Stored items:

────────────────────────────────────────

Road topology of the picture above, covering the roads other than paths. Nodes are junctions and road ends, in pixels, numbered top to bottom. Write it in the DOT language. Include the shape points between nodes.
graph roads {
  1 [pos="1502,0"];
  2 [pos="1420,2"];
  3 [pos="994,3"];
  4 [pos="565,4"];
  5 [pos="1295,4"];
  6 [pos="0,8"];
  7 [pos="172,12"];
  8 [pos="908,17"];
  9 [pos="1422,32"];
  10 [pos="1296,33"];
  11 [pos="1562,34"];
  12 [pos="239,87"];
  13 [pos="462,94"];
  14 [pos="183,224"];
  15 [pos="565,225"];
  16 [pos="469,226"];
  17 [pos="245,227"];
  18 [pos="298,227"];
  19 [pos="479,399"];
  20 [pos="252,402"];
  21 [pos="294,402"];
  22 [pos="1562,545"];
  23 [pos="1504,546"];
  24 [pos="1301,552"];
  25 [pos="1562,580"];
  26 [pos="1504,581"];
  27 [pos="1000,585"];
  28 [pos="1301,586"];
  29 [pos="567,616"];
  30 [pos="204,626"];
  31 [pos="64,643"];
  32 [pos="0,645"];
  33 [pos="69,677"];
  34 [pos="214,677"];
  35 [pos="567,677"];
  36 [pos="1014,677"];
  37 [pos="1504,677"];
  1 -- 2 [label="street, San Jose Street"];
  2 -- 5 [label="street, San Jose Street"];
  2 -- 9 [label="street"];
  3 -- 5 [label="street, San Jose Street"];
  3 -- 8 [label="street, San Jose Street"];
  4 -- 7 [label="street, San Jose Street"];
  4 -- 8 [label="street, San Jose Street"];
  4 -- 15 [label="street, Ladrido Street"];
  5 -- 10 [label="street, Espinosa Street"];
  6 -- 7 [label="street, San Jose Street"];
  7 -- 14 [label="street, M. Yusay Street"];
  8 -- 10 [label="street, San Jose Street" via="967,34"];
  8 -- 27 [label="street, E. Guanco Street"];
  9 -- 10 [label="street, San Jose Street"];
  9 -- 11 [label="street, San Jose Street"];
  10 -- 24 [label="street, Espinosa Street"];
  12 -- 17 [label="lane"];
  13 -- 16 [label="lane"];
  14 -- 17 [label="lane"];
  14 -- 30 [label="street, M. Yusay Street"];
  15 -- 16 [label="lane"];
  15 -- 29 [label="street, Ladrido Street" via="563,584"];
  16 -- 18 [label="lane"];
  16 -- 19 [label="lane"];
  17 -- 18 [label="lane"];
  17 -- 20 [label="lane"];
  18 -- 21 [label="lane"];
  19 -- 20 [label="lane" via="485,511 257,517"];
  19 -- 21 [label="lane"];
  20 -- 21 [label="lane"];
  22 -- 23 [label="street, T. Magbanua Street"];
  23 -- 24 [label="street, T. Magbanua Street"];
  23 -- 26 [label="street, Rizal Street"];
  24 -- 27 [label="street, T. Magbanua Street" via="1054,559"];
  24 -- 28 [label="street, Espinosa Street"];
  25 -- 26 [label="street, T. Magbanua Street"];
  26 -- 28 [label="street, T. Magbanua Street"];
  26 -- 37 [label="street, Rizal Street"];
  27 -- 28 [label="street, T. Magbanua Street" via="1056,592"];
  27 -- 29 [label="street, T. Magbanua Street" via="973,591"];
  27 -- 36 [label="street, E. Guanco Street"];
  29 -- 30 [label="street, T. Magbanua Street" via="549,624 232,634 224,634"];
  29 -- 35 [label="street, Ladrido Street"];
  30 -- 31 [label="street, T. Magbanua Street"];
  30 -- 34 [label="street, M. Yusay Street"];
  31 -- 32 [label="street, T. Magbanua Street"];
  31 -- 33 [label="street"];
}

────────────────────────────────────────

Output the lines above verbatim and in full.

Road topology of the picture above, covering the roads other than paths. Nodes are junctions and road ends, in pixels, numbered top to bottom. Write it in the DOT language. Include the shape points between nodes.
graph roads {
  1 [pos="1502,0"];
  2 [pos="1420,2"];
  3 [pos="994,3"];
  4 [pos="565,4"];
  5 [pos="1295,4"];
  6 [pos="0,8"];
  7 [pos="172,12"];
  8 [pos="908,17"];
  9 [pos="1422,32"];
  10 [pos="1296,33"];
  11 [pos="1562,34"];
  12 [pos="239,87"];
  13 [pos="462,94"];
  14 [pos="183,224"];
  15 [pos="565,225"];
  16 [pos="469,226"];
  17 [pos="245,227"];
  18 [pos="298,227"];
  19 [pos="479,399"];
  20 [pos="252,402"];
  21 [pos="294,402"];
  22 [pos="1562,545"];
  23 [pos="1504,546"];
  24 [pos="1301,552"];
  25 [pos="1562,580"];
  26 [pos="1504,581"];
  27 [pos="1000,585"];
  28 [pos="1301,586"];
  29 [pos="567,616"];
  30 [pos="204,626"];
  31 [pos="64,643"];
  32 [pos="0,645"];
  33 [pos="69,677"];
  34 [pos="214,677"];
  35 [pos="567,677"];
  36 [pos="1014,677"];
  37 [pos="1504,677"];
  1 -- 2 [label="street, San Jose Street"];
  2 -- 5 [label="street, San Jose Street"];
  2 -- 9 [label="street"];
  3 -- 5 [label="street, San Jose Street"];
  3 -- 8 [label="street, San Jose Street"];
  4 -- 7 [label="street, San Jose Street"];
  4 -- 8 [label="street, San Jose Street"];
  4 -- 15 [label="street, Ladrido Street"];
  5 -- 10 [label="street, Espinosa Street"];
  6 -- 7 [label="street, San Jose Street"];
  7 -- 14 [label="street, M. Yusay Street"];
  8 -- 10 [label="street, San Jose Street" via="967,34"];
  8 -- 27 [label="street, E. Guanco Street"];
  9 -- 10 [label="street, San Jose Street"];
  9 -- 11 [label="street, San Jose Street"];
  10 -- 24 [label="street, Espinosa Street"];
  12 -- 17 [label="lane"];
  13 -- 16 [label="lane"];
  14 -- 17 [label="lane"];
  14 -- 30 [label="street, M. Yusay Street"];
  15 -- 16 [label="lane"];
  15 -- 29 [label="street, Ladrido Street" via="563,584"];
  16 -- 18 [label="lane"];
  16 -- 19 [label="lane"];
  17 -- 18 [label="lane"];
  17 -- 20 [label="lane"];
  18 -- 21 [label="lane"];
  19 -- 20 [label="lane" via="485,511 257,517"];
  19 -- 21 [label="lane"];
  20 -- 21 [label="lane"];
  22 -- 23 [label="street, T. Magbanua Street"];
  23 -- 24 [label="street, T. Magbanua Street"];
  23 -- 26 [label="street, Rizal Street"];
  24 -- 27 [label="street, T. Magbanua Street" via="1054,559"];
  24 -- 28 [label="street, Espinosa Street"];
  25 -- 26 [label="street, T. Magbanua Street"];
  26 -- 28 [label="street, T. Magbanua Street"];
  26 -- 37 [label="street, Rizal Street"];
  27 -- 28 [label="street, T. Magbanua Street" via="1056,592"];
  27 -- 29 [label="street, T. Magbanua Street" via="973,591"];
  27 -- 36 [label="street, E. Guanco Street"];
  29 -- 30 [label="street, T. Magbanua Street" via="549,624 232,634 224,634"];
  29 -- 35 [label="street, Ladrido Street"];
  30 -- 31 [label="street, T. Magbanua Street"];
  30 -- 34 [label="street, M. Yusay Street"];
  31 -- 32 [label="street, T. Magbanua Street"];
  31 -- 33 [label="street"];
}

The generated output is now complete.